Facebook Live, on the other hand, is literally giving its users the ability to do the one thing that made Periscope MLB-friendly; Facebook Live users can create multi-camera, highlight filled videos,

"A TV studio in your hand". It says it right in the video! How long before an enterprising Facebook Live user goes to a sporting event armed with a Mevo and creates their own highlight reel? Or they take the television broadcast and add their own zoomed-in angles? The take-down notices could be astronomical. Especially since...

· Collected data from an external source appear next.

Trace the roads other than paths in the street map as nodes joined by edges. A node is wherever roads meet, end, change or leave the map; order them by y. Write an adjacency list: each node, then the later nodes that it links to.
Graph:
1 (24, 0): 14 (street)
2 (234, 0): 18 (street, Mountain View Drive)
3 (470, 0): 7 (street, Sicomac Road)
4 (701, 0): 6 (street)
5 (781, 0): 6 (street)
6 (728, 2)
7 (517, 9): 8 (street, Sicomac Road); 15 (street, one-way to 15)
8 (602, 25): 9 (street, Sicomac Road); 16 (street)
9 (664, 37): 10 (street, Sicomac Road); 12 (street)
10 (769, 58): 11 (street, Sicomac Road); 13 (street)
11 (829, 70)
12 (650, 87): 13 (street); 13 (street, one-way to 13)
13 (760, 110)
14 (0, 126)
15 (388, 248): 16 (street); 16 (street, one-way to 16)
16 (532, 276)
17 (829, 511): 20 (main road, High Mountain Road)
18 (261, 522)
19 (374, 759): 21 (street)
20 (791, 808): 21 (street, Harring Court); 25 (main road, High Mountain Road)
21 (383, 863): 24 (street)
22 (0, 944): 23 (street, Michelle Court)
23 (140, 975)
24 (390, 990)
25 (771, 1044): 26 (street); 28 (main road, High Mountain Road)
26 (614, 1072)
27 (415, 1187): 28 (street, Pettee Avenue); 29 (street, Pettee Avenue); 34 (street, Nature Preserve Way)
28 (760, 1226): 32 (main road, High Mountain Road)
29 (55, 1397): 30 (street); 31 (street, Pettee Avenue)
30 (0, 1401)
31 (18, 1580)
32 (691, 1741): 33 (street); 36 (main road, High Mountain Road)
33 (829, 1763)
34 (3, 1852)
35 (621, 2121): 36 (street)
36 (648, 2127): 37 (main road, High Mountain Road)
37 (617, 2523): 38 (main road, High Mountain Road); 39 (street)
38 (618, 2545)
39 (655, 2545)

Facebook Live will have more users than Periscope 

As of December 2015, Facebook had 1.04 billion daily active users, 934 million of which were daily mobile users. On the other hand, Periscope had 10 million registered users in August of last year. Facebook has spent the last few months signing up celebrity endorsers and adding features to Facebook Live, the company is throwing serious dollars towards the application to create quick growth. Facebook Live is also integrated into the Facebook app (e.g. not a standalone app), so Facebook can easily draw on the active Facebook users for its new Facebook Live product. Even if 5% of Facebook's daily active users began using the service, their user base would be more than quadruple that of Periscope. Five percent seems like a very conservative estimate.

People have the propensity to stream sports

In the coming weeks, hundreds of millions of Facebook users will have the ability to create high-quality, broadcast-level, live video. Hundreds of millions. HBO-Showtime had trouble dealing with the hundreds of illegal, live Periscope streams during last year's Mayweather-Pacquiao fight, to the point where you had 10,000 people illegally watching the fight on a single Periscope feed. Periscope was so pervasive that night, then-Twitter CEO Dick Costolo actually tweeted "Periscope won the night". How will Facebook or anyone else be able to tackle the exponentially greater number of Facebook Live feeds that may spring up during the next big sporting event?

Mark Zuckerberg is bringing the future to the masses, and the future is looking bright... for everyone except the broadcasters of live sports.